§ Task requirements: Extract all lines in the data that contain the word "Bresciani".
── Data extracts ──
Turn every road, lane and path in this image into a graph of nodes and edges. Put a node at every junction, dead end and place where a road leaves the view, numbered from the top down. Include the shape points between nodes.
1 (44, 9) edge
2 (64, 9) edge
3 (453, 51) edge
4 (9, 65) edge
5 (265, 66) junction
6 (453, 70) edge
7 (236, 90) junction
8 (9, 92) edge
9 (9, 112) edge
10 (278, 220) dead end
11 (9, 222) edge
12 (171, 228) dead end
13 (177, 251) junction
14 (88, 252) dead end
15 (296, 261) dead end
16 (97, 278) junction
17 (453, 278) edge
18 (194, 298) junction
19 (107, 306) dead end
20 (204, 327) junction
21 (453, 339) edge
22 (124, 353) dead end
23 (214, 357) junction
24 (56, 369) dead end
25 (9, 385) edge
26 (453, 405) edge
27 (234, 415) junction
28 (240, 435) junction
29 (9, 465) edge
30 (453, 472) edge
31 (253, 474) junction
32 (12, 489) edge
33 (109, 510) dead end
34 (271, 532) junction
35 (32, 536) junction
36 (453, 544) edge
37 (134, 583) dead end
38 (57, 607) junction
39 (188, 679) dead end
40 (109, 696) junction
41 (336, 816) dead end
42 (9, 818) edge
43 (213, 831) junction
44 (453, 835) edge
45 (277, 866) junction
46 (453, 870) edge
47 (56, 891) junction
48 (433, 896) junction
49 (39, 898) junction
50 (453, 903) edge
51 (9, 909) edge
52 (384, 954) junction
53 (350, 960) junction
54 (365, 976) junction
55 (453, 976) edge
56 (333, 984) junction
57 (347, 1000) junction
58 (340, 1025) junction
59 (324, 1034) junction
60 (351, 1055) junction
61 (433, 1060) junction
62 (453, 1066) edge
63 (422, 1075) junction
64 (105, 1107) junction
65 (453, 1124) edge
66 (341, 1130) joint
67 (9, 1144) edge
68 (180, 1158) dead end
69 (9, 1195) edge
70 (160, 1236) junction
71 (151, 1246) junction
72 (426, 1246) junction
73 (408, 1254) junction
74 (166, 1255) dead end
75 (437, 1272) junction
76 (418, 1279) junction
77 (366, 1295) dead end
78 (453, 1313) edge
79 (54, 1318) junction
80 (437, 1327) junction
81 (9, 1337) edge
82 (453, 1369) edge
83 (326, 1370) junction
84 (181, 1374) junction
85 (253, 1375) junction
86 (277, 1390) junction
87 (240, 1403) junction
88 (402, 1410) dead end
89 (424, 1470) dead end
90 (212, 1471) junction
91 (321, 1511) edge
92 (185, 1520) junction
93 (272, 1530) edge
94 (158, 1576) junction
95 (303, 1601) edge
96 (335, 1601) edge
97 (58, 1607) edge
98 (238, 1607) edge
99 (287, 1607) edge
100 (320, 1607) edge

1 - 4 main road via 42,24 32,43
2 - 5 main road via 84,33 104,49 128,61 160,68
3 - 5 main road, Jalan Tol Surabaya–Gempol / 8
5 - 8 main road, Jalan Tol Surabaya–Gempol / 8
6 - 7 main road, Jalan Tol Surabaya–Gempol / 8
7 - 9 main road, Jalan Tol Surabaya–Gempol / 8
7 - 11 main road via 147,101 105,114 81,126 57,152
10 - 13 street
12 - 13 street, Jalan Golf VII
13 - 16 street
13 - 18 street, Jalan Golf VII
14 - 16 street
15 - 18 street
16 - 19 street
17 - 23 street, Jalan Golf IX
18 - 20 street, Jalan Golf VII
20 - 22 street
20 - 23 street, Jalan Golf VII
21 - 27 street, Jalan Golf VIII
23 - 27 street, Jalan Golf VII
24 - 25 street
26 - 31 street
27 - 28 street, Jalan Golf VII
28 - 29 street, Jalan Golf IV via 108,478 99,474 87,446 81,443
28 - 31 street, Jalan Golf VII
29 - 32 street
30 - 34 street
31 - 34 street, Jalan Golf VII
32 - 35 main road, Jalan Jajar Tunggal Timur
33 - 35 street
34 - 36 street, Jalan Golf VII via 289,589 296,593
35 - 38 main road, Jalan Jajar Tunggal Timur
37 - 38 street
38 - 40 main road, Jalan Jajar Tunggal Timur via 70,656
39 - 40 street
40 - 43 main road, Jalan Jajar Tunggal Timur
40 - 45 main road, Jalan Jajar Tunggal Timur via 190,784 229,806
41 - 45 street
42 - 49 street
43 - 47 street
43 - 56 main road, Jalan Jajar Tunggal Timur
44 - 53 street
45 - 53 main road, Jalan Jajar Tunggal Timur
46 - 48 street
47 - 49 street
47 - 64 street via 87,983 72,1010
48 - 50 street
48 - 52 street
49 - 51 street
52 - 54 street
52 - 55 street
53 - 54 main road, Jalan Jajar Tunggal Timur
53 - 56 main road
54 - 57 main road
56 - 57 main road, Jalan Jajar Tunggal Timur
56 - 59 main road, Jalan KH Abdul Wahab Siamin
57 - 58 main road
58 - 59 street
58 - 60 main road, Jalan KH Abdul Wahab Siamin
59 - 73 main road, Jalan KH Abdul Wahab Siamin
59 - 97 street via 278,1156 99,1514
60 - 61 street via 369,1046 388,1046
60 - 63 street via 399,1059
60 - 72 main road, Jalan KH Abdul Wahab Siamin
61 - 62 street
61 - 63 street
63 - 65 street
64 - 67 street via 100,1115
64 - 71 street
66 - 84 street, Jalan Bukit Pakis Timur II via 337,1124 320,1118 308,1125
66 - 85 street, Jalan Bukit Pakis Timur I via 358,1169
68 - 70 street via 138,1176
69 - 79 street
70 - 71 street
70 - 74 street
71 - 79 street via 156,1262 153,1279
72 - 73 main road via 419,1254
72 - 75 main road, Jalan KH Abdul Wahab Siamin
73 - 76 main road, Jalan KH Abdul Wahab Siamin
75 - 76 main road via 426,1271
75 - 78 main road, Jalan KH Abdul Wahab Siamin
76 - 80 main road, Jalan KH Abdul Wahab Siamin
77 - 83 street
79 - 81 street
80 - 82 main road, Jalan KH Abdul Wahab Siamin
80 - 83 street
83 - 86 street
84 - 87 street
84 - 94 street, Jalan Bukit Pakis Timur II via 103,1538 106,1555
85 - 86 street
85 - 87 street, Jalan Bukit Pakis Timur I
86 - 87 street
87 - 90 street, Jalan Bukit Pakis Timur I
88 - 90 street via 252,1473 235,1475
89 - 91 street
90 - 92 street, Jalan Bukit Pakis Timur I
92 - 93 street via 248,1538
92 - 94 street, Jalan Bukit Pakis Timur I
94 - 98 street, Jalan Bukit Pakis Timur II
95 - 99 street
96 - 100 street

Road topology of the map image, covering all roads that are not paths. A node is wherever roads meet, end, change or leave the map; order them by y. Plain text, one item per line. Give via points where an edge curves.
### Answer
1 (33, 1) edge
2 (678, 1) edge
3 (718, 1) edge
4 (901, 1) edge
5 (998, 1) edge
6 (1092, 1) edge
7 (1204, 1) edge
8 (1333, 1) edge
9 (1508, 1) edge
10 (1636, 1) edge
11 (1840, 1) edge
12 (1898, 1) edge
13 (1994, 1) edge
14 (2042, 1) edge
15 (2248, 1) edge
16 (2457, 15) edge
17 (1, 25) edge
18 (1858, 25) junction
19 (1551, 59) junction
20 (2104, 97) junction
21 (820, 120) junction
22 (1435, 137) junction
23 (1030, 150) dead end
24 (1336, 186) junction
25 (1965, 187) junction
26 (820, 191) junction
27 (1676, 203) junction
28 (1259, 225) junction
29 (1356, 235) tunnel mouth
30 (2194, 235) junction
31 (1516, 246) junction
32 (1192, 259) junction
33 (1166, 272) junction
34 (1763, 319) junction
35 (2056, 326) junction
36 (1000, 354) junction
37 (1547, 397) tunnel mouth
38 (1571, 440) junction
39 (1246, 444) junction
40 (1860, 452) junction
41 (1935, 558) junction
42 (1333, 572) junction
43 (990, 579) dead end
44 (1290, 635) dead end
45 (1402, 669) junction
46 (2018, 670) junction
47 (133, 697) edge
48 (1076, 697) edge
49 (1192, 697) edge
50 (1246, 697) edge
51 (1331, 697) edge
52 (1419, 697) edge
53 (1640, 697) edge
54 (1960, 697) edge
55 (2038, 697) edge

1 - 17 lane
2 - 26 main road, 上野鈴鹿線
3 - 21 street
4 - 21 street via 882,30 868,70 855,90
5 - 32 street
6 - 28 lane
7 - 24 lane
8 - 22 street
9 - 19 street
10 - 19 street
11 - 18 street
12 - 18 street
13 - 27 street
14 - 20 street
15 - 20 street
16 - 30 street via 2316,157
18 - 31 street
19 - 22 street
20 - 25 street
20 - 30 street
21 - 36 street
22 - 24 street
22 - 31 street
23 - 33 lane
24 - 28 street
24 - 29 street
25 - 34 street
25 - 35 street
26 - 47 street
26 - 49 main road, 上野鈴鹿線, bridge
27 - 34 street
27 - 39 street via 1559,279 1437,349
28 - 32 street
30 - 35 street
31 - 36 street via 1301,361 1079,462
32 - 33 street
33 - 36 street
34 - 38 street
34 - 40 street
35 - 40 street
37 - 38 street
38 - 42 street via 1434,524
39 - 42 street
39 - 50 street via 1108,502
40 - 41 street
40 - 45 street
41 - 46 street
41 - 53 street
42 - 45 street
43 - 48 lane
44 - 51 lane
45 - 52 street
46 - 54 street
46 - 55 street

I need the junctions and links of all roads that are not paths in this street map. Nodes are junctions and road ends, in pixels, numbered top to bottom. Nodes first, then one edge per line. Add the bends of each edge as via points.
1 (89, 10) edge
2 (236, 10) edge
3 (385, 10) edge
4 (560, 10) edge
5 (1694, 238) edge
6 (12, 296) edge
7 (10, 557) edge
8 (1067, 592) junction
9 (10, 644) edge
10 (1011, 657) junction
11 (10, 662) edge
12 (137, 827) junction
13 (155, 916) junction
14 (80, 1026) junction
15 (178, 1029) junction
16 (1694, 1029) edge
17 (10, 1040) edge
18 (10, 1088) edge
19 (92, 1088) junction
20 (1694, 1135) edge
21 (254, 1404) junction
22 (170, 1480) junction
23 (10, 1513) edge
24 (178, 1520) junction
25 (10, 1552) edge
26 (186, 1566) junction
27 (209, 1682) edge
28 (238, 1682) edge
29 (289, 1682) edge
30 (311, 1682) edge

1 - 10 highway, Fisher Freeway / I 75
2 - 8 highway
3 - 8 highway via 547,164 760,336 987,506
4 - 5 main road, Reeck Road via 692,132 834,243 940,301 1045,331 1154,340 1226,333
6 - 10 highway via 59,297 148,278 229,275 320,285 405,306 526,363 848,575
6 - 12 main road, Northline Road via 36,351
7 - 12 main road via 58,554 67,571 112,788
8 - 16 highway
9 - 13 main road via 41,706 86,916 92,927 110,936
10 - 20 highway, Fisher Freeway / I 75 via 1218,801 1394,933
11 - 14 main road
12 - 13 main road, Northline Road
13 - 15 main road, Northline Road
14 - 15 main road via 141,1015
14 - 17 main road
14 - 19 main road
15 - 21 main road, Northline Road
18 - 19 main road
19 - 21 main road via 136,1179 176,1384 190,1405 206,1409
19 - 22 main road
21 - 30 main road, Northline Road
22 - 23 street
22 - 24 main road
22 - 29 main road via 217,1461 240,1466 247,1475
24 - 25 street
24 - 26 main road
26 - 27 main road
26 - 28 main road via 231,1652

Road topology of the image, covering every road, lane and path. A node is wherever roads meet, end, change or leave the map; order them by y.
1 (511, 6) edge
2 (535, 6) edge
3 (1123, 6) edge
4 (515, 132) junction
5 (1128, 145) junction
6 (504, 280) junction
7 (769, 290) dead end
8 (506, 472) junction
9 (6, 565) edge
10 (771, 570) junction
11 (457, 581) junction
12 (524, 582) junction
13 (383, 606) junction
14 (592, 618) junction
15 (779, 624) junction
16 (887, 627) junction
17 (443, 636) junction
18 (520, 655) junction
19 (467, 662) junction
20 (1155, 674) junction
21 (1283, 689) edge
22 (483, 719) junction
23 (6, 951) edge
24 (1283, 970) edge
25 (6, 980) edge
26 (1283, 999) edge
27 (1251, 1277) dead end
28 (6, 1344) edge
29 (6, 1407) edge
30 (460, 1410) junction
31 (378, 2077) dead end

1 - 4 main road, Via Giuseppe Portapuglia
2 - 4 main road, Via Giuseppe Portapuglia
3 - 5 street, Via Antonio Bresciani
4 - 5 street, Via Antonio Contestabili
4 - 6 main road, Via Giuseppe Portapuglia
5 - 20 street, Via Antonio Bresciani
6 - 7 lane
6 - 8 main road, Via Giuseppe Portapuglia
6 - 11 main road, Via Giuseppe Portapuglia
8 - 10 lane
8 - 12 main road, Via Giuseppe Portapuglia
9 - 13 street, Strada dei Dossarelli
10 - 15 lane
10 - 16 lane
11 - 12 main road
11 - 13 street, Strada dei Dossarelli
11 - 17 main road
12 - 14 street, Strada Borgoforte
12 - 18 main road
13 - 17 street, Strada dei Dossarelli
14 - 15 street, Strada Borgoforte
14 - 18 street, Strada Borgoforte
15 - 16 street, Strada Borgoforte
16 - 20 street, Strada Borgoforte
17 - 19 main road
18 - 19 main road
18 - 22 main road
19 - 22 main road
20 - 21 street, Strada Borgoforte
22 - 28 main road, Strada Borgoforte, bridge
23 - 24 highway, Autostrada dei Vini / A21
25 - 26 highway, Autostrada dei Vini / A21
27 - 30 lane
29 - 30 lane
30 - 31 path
───
§ Task output:
3 - 5 street, Via Antonio Bresciani
5 - 20 street, Via Antonio Bresciani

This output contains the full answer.